Task goal: Find the word "main" in the listing below. Copy every line that has it.

───── Material to process ─────

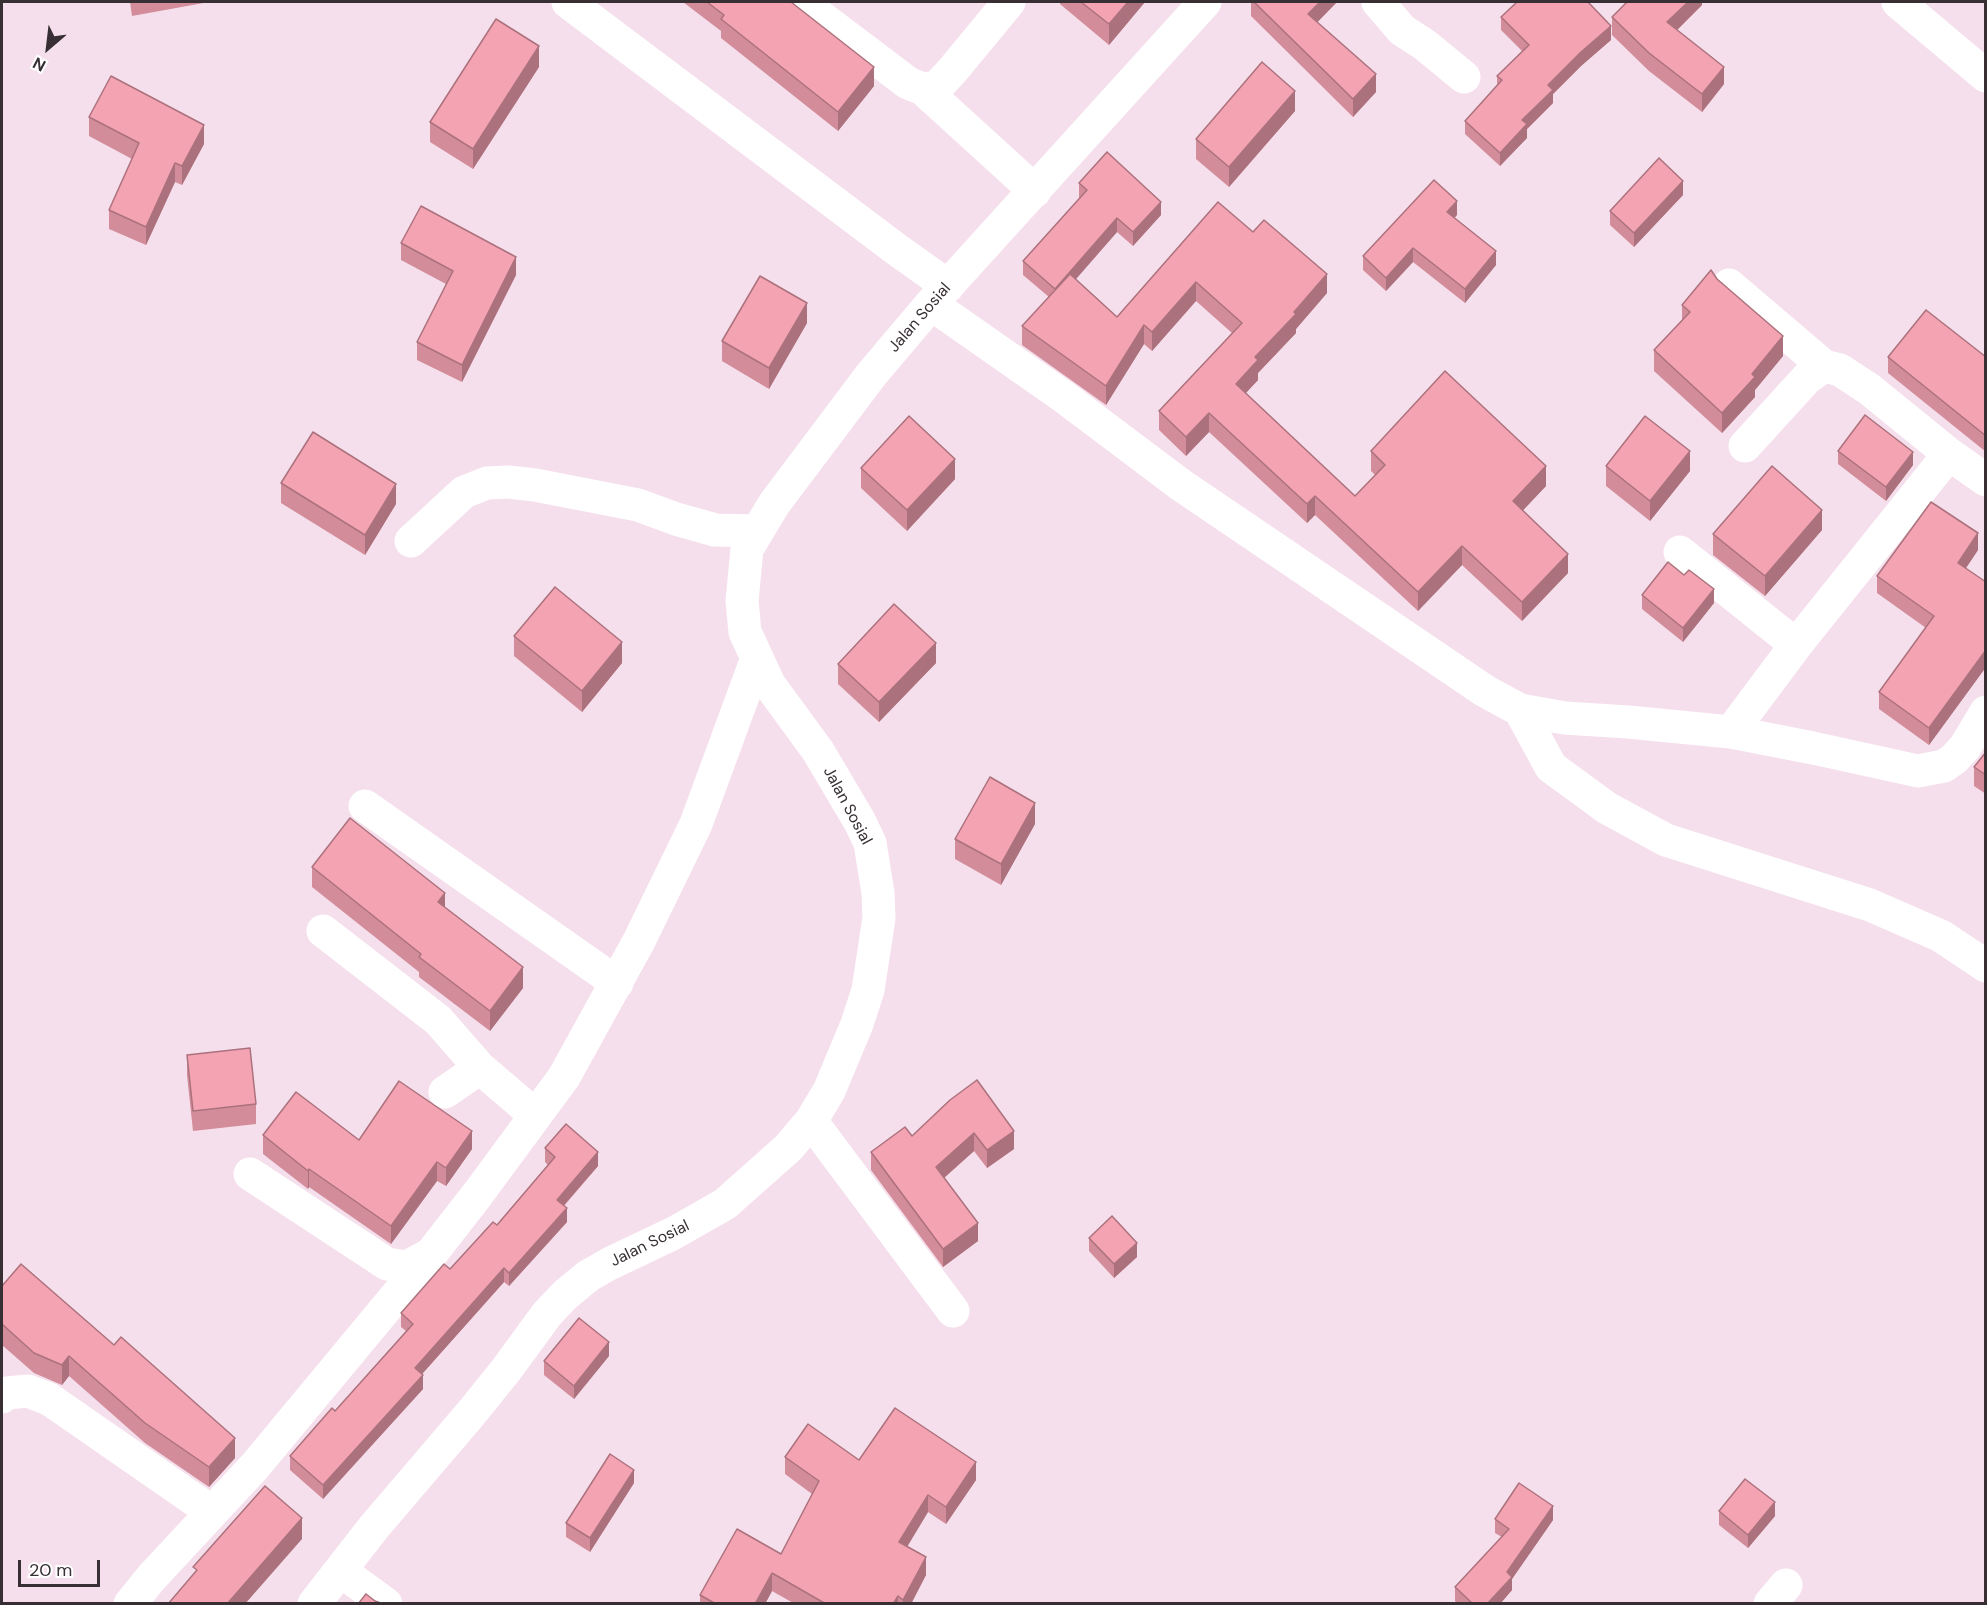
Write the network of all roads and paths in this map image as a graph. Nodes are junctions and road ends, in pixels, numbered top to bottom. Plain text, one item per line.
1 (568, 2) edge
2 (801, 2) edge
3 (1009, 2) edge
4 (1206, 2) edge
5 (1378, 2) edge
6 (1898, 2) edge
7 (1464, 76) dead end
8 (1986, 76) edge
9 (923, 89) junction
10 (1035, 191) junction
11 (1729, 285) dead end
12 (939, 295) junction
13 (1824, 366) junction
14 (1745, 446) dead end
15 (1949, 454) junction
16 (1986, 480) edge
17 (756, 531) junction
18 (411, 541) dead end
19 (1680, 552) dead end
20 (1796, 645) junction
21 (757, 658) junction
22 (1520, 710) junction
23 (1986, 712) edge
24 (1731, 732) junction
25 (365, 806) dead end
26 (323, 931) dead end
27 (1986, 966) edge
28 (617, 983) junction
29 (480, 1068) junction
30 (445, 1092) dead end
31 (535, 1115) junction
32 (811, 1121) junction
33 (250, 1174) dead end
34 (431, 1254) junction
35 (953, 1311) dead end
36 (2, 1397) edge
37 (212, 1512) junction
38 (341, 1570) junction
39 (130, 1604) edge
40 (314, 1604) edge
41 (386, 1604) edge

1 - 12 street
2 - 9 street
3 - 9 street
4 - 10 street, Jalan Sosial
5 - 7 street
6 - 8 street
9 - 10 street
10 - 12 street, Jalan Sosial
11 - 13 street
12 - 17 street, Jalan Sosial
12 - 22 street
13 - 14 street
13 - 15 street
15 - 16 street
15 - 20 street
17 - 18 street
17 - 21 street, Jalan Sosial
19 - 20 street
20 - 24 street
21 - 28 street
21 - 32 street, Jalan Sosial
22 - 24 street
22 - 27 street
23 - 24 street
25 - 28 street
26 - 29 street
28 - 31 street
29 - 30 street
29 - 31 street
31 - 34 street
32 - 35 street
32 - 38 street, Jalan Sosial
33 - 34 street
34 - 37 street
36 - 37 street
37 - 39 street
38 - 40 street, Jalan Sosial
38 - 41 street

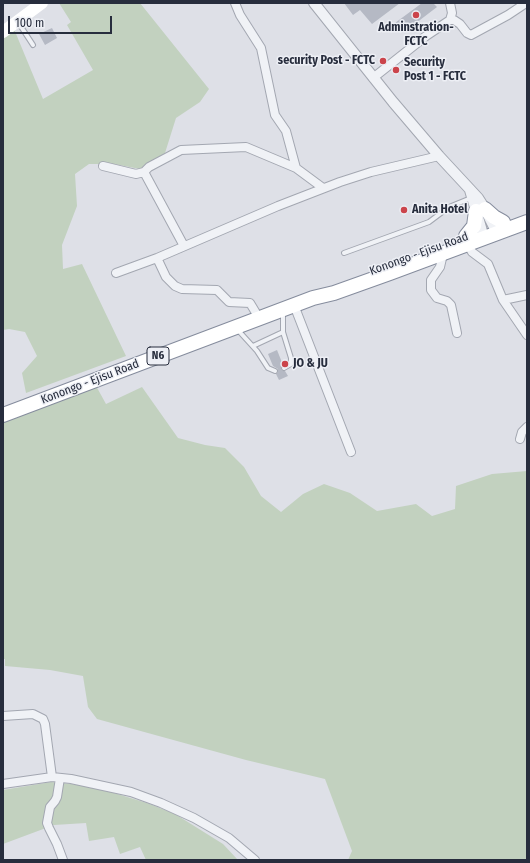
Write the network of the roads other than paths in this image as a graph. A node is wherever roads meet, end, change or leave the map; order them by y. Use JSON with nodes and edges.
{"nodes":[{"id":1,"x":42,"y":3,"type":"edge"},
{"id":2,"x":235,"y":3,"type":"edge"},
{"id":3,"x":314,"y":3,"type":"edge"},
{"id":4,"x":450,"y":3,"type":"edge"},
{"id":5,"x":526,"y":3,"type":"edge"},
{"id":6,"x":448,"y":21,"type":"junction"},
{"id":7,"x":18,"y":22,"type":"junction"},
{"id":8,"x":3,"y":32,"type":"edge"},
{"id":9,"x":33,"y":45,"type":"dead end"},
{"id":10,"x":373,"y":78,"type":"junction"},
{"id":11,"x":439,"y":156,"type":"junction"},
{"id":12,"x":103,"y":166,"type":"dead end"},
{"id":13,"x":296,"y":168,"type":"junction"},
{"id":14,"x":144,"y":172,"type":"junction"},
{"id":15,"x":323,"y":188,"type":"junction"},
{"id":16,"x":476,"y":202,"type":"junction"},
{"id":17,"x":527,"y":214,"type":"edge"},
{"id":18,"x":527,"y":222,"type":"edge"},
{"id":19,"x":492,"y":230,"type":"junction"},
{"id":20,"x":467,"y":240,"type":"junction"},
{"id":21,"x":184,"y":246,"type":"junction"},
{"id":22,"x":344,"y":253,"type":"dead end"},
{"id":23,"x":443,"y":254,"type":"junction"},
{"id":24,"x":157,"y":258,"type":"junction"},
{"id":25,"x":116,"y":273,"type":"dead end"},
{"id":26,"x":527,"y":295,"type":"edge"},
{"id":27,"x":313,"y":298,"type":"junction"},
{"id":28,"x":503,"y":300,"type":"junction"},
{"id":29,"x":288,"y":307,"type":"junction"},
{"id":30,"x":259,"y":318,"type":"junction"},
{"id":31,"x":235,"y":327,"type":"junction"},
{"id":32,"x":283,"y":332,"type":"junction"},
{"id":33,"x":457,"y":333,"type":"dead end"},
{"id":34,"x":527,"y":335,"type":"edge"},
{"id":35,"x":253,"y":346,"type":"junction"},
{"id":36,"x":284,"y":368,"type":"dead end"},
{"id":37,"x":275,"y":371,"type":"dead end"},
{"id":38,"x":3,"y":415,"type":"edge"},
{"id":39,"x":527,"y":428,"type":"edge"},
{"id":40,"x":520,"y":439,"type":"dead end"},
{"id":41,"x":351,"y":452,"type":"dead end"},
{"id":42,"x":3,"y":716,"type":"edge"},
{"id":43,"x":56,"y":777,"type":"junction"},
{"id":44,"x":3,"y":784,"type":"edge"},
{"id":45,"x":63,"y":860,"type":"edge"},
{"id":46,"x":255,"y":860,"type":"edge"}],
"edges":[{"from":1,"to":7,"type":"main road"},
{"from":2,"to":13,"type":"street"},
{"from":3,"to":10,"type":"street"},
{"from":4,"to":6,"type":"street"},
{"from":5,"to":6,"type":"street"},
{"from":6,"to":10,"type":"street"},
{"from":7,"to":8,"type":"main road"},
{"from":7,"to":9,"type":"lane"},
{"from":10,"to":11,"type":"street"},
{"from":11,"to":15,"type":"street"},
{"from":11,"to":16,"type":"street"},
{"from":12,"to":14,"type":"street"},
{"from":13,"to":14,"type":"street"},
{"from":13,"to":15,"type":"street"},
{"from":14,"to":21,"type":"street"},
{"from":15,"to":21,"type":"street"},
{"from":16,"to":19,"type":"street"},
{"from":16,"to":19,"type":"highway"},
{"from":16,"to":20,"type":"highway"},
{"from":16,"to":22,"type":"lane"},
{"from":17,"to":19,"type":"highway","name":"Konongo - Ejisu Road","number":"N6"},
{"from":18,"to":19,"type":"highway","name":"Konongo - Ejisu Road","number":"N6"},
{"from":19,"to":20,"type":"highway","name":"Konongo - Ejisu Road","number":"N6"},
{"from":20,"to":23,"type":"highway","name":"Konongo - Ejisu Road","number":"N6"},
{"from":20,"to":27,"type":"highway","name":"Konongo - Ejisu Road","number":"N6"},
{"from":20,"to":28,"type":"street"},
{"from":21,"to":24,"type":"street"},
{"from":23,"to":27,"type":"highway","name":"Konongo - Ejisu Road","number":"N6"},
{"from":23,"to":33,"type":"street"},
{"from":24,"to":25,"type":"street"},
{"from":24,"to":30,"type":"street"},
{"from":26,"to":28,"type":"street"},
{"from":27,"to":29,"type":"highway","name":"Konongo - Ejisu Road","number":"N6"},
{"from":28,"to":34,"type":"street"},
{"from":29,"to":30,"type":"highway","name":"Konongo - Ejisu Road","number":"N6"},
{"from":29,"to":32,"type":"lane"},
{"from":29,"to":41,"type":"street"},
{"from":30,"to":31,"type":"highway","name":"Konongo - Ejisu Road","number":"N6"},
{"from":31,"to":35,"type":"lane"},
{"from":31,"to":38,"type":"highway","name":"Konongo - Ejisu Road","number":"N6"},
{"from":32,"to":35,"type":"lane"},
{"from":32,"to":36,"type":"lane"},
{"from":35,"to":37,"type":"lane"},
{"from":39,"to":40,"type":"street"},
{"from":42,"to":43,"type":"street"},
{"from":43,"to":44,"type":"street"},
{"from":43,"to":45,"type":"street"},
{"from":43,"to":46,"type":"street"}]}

─────

Worked solution:
"edges":[{"from":1,"to":7,"type":"main road"},
{"from":7,"to":8,"type":"main road"},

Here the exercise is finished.